In this project, we proposed a new perspective on online privacy: consistent faking. We developed a Firefox plugin, FP-Block, that successfully prevents fingerprinting trackers from cross-site tracking. The plugin generates fingerprints based on real-world usage data, and ensures that any two generated fingerprints are distinct in at least three attributes. Moreover, the fingerprints are consistent - no iPhones running flash. Finally, the plugin ensures that any third parties whose widgets are embedded in a requested page receive the same fingerprint as used for the original request. E.g., if sites A and B both have a Facebook button, Facebook will see two different fingerprints.

Blurring is way to add "smearing" to pictures. This can be used to hide text: a strong enough blur smears the text such that it becomes illegible. This may be used to hide information. For example, a Dutch newspaper broke a story on national exams being available on the black market by showing the first page of the exam - with the questions blurred. This evokes the question: can the blur be reversed?

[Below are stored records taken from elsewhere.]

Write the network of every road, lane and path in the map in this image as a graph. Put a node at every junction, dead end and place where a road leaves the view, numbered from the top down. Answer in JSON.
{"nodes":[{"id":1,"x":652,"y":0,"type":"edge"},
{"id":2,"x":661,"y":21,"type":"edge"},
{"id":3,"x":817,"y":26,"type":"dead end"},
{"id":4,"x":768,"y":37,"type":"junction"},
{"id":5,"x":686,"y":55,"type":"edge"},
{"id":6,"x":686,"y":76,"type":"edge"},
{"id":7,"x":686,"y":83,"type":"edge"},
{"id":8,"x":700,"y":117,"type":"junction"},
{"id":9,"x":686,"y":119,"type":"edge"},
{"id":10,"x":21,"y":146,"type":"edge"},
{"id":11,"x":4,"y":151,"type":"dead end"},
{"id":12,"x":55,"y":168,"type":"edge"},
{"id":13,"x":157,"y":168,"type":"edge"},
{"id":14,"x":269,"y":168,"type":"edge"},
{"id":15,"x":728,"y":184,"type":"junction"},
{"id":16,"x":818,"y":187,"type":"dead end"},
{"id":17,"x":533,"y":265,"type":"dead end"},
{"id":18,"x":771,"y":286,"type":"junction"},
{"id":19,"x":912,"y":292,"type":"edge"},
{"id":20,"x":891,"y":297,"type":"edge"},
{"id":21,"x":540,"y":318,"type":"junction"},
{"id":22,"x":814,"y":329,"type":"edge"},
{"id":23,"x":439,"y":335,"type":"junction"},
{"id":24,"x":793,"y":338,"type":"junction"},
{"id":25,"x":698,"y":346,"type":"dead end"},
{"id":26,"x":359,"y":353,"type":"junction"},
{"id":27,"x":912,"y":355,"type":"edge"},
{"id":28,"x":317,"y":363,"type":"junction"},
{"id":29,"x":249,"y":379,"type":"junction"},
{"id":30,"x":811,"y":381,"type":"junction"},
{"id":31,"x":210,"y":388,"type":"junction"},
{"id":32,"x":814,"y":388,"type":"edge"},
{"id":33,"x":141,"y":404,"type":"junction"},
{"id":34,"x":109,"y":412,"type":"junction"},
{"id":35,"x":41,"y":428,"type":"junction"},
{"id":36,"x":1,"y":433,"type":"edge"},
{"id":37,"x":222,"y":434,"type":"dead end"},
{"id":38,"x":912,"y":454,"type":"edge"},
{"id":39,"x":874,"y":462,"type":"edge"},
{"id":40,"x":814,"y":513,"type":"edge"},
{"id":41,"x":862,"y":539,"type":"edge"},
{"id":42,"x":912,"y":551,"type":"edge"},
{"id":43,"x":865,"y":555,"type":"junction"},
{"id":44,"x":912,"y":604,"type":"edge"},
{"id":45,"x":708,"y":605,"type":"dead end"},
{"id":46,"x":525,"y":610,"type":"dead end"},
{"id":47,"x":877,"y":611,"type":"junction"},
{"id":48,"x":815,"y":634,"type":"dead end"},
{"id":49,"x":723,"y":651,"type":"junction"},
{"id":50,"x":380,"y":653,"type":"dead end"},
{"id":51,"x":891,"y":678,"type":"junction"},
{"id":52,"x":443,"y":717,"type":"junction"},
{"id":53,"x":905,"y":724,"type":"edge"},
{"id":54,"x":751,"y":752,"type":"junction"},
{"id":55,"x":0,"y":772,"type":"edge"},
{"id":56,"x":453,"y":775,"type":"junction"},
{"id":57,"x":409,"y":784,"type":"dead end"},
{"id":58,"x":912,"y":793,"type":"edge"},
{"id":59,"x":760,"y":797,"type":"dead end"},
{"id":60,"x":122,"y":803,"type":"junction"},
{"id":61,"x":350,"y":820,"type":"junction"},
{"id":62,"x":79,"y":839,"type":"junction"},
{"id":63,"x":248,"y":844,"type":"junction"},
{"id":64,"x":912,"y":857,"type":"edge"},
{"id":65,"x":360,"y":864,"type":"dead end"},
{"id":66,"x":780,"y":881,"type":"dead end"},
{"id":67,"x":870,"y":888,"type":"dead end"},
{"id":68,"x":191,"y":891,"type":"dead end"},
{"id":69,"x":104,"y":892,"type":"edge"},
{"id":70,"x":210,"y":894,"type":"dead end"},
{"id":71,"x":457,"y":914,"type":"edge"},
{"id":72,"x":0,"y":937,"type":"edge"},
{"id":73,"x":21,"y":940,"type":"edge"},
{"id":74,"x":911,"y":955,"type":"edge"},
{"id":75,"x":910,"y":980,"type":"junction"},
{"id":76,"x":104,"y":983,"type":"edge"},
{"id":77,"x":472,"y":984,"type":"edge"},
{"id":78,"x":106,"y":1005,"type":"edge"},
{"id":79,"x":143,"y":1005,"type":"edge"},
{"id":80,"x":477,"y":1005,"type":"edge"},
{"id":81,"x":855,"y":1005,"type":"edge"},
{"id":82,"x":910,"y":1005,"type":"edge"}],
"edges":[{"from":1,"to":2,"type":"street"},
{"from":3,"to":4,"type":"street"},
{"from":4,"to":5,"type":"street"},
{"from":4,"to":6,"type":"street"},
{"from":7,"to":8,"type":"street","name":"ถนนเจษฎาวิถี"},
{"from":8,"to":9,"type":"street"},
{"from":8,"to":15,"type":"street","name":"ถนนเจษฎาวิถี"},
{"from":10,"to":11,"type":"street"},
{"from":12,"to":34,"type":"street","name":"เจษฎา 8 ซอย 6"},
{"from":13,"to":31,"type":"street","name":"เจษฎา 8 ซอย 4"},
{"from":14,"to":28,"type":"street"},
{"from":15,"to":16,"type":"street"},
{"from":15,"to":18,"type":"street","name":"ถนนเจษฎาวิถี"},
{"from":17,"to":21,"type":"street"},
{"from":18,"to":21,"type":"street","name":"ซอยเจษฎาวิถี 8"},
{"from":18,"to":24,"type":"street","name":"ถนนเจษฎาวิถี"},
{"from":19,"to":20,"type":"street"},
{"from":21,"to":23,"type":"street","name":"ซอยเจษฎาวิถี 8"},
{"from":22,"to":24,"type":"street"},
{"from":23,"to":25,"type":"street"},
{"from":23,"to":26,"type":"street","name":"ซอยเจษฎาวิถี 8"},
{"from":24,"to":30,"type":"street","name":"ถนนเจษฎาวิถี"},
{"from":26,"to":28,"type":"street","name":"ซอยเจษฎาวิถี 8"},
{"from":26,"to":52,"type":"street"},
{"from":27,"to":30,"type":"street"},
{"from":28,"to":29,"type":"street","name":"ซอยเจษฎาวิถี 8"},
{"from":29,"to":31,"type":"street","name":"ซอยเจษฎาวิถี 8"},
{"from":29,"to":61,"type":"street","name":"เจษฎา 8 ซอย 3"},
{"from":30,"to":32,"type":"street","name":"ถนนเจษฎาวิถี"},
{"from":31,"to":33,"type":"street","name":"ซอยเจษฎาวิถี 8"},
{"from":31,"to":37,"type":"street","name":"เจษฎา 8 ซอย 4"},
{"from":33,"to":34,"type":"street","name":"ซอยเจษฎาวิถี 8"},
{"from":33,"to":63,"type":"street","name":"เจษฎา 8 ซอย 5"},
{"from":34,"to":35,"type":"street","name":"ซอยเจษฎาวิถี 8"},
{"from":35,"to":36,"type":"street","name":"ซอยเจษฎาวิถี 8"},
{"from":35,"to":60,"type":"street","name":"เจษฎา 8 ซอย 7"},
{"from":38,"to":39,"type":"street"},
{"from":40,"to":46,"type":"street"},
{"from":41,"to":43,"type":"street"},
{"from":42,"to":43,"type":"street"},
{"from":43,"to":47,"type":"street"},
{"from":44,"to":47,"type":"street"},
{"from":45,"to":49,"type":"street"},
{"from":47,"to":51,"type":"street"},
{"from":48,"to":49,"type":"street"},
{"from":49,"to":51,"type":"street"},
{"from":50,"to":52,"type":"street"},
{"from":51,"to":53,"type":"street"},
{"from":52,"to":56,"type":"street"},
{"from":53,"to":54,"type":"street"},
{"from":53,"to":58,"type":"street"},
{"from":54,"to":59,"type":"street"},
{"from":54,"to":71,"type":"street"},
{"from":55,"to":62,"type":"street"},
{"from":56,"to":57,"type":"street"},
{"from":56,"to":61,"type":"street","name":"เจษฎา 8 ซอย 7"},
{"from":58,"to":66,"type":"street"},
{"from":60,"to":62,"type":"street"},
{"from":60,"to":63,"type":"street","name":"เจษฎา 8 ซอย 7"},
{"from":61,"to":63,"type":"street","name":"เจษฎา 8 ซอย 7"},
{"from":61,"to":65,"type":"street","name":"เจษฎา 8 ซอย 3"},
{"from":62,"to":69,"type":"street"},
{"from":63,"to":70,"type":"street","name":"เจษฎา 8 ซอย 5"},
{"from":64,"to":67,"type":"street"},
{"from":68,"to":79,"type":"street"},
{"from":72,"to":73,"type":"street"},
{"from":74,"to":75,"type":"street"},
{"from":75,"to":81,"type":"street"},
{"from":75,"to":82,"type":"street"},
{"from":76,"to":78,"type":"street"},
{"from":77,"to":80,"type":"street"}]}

This project investigated several approaches to deblurring: mathematically inverting the (unknown) blur operation, using pre-blurred letters as a basis for comparison, etc. The field dedicated to mathematically inverting an unknown blur operation proved very rich. The then-best text deblurring algorithm, by Cho et al., was chosen for implementation as a GIMP plugin. 3 out of 5 steps of Cho et al's algorithm were implemented within the time frame of the project.

SnapChat was a popular app for sharing photos. The premise / promise of the app was that a shared photo would be only be accessible for 10 seconds. It turned out that this was not due to any security, but merely due to hiding the shared photo from the normal user interface by renaming it. This project provided an initial investigation of how to do this with actual security in mind, and how a phone's sensors might be leveraged to support security of shared photos.

In 2011, researchers showed that it is possible to determine what is typed on a keyboard by having a nearby phone detect vibrations from the typing and decoding this. The original research was carried out on an iPhone. The goal of this project was to investigate how to achieve the same on an Android phone.

The project resulted in an Android app that registers vibrations using a phone's three accelerometers and its gyroscope. These are sent to a back-end server for further processing. Moreover, the project showed that:

1. a stand-alone application, running only on the phone, lacks the processing power to duplicate their results;
2. that the rate at which sensor data is made available via the Android framework is insufficient to duplicate these results;
3. that this rate cannot be improved by going to the lower JNI layer;
4. that even accessing the linux kernel directly does not provide a sufficient data rate.